- _DATA_:
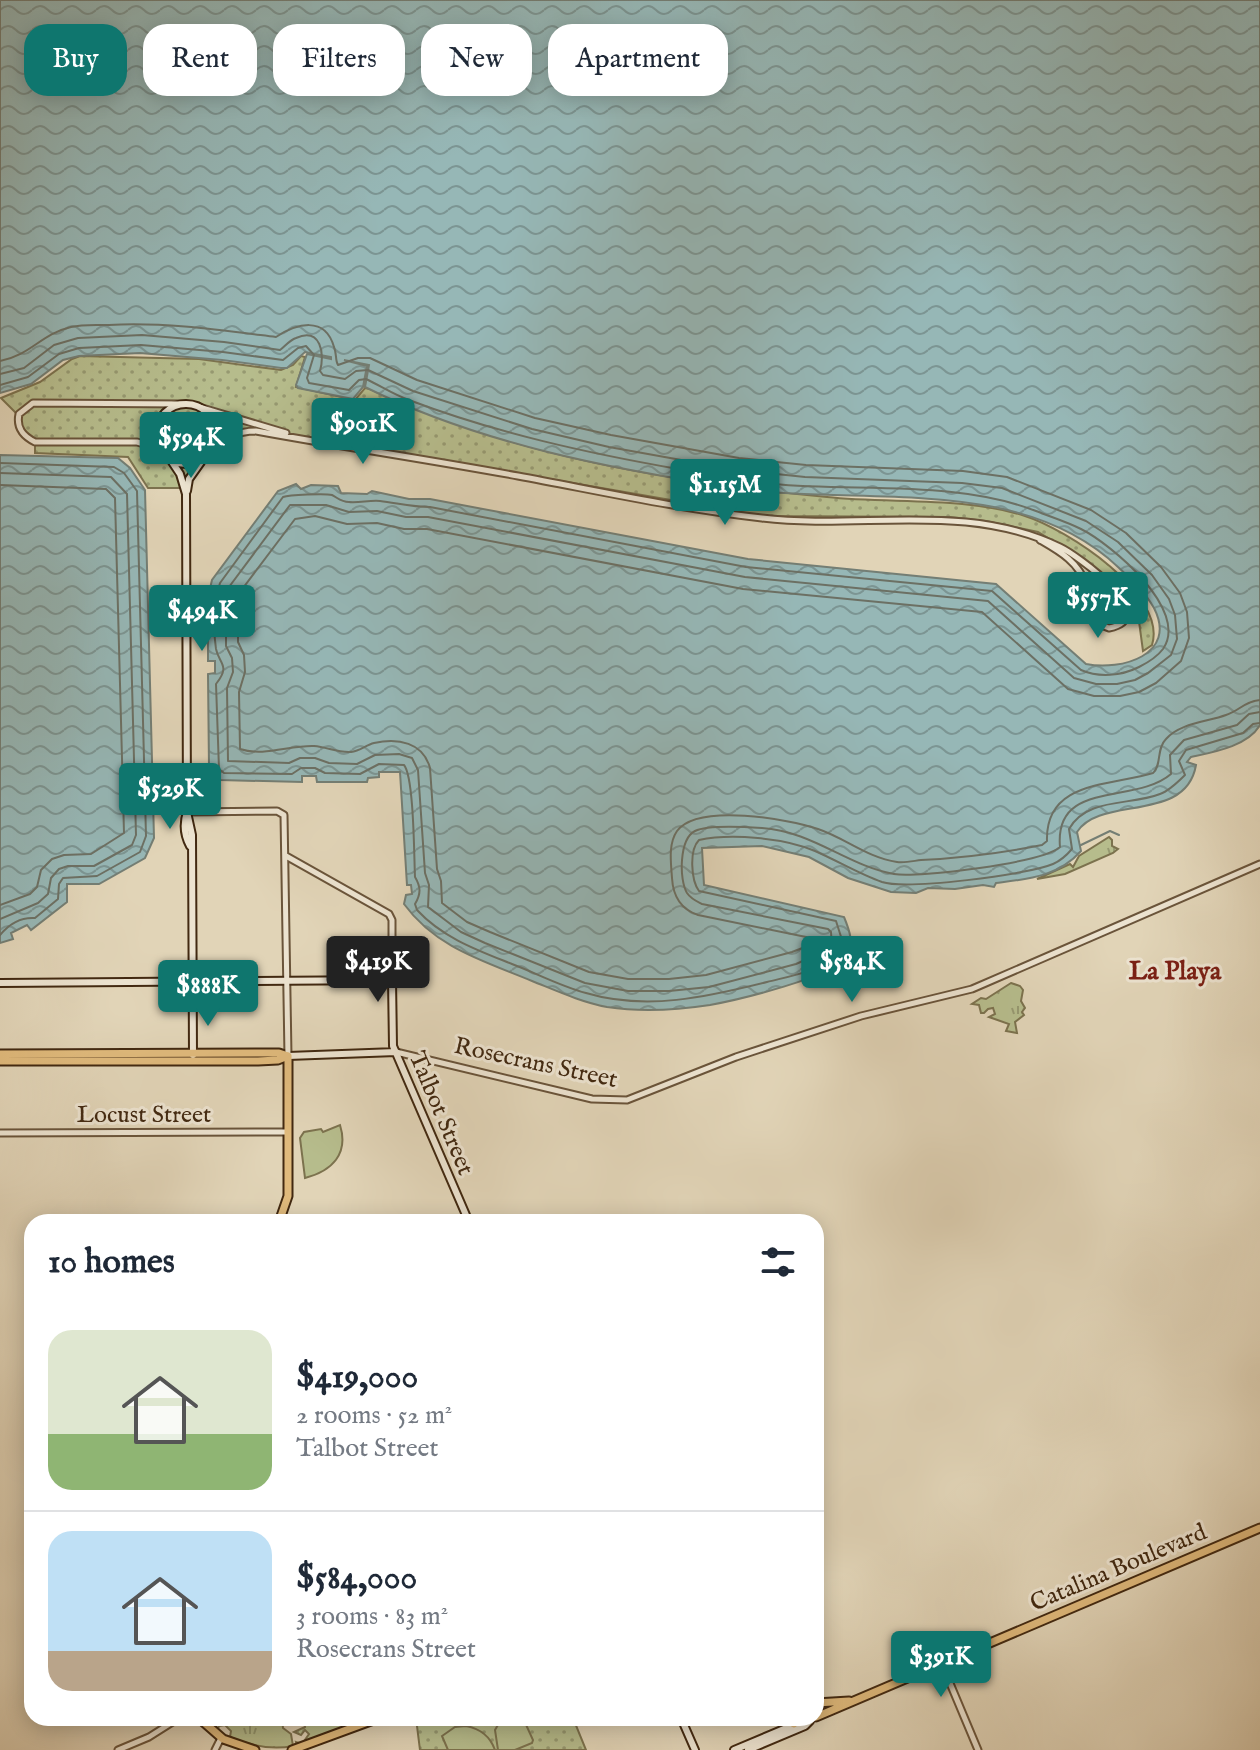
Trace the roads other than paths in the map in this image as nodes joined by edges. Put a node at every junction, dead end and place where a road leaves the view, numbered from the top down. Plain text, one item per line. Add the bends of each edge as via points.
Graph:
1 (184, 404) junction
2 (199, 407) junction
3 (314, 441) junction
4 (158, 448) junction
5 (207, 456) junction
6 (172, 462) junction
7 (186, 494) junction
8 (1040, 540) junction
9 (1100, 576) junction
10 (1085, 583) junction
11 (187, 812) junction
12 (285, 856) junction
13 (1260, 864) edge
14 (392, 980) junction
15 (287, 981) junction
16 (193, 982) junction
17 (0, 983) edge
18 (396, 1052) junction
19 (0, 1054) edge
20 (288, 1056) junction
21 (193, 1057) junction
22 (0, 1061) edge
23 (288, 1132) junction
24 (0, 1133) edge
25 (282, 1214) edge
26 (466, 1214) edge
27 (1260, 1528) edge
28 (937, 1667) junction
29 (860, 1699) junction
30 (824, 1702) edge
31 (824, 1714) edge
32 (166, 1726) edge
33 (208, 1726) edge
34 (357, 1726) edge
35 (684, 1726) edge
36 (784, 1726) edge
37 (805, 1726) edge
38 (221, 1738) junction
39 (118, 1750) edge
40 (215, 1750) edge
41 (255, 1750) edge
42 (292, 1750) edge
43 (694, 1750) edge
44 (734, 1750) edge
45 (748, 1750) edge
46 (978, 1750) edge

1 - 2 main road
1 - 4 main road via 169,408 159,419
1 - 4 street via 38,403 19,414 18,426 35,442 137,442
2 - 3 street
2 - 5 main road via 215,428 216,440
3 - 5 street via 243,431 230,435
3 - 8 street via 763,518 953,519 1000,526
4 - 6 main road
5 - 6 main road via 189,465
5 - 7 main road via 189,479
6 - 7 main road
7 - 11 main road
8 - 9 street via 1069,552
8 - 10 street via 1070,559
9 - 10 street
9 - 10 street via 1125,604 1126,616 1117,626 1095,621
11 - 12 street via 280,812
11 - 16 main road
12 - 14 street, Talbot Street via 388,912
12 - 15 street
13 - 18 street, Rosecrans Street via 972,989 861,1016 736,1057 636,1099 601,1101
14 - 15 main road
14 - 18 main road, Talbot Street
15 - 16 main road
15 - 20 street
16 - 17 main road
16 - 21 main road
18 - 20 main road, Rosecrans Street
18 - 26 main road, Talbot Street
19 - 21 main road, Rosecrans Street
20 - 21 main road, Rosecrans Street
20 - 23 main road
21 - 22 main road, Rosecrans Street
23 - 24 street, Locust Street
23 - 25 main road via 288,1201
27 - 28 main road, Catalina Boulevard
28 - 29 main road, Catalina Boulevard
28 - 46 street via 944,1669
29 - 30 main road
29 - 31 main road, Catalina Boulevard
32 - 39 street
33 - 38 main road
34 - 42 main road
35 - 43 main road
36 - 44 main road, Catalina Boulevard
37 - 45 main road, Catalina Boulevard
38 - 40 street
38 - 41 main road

- _AIM OF THE TASK_: All of the records need to be restated word for word, but not the pictures.

- _EXERCISE OUTPUT_:
Trace the roads other than paths in the map in this image as nodes joined by edges. Put a node at every junction, dead end and place where a road leaves the view, numbered from the top down. Plain text, one item per line. Add the bends of each edge as via points.
Graph:
1 (184, 404) junction
2 (199, 407) junction
3 (314, 441) junction
4 (158, 448) junction
5 (207, 456) junction
6 (172, 462) junction
7 (186, 494) junction
8 (1040, 540) junction
9 (1100, 576) junction
10 (1085, 583) junction
11 (187, 812) junction
12 (285, 856) junction
13 (1260, 864) edge
14 (392, 980) junction
15 (287, 981) junction
16 (193, 982) junction
17 (0, 983) edge
18 (396, 1052) junction
19 (0, 1054) edge
20 (288, 1056) junction
21 (193, 1057) junction
22 (0, 1061) edge
23 (288, 1132) junction
24 (0, 1133) edge
25 (282, 1214) edge
26 (466, 1214) edge
27 (1260, 1528) edge
28 (937, 1667) junction
29 (860, 1699) junction
30 (824, 1702) edge
31 (824, 1714) edge
32 (166, 1726) edge
33 (208, 1726) edge
34 (357, 1726) edge
35 (684, 1726) edge
36 (784, 1726) edge
37 (805, 1726) edge
38 (221, 1738) junction
39 (118, 1750) edge
40 (215, 1750) edge
41 (255, 1750) edge
42 (292, 1750) edge
43 (694, 1750) edge
44 (734, 1750) edge
45 (748, 1750) edge
46 (978, 1750) edge

1 - 2 main road
1 - 4 main road via 169,408 159,419
1 - 4 street via 38,403 19,414 18,426 35,442 137,442
2 - 3 street
2 - 5 main road via 215,428 216,440
3 - 5 street via 243,431 230,435
3 - 8 street via 763,518 953,519 1000,526
4 - 6 main road
5 - 6 main road via 189,465
5 - 7 main road via 189,479
6 - 7 main road
7 - 11 main road
8 - 9 street via 1069,552
8 - 10 street via 1070,559
9 - 10 street
9 - 10 street via 1125,604 1126,616 1117,626 1095,621
11 - 12 street via 280,812
11 - 16 main road
12 - 14 street, Talbot Street via 388,912
12 - 15 street
13 - 18 street, Rosecrans Street via 972,989 861,1016 736,1057 636,1099 601,1101
14 - 15 main road
14 - 18 main road, Talbot Street
15 - 16 main road
15 - 20 street
16 - 17 main road
16 - 21 main road
18 - 20 main road, Rosecrans Street
18 - 26 main road, Talbot Street
19 - 21 main road, Rosecrans Street
20 - 21 main road, Rosecrans Street
20 - 23 main road
21 - 22 main road, Rosecrans Street
23 - 24 street, Locust Street
23 - 25 main road via 288,1201
27 - 28 main road, Catalina Boulevard
28 - 29 main road, Catalina Boulevard
28 - 46 street via 944,1669
29 - 30 main road
29 - 31 main road, Catalina Boulevard
32 - 39 street
33 - 38 main road
34 - 42 main road
35 - 43 main road
36 - 44 main road, Catalina Boulevard
37 - 45 main road, Catalina Boulevard
38 - 40 street
38 - 41 main road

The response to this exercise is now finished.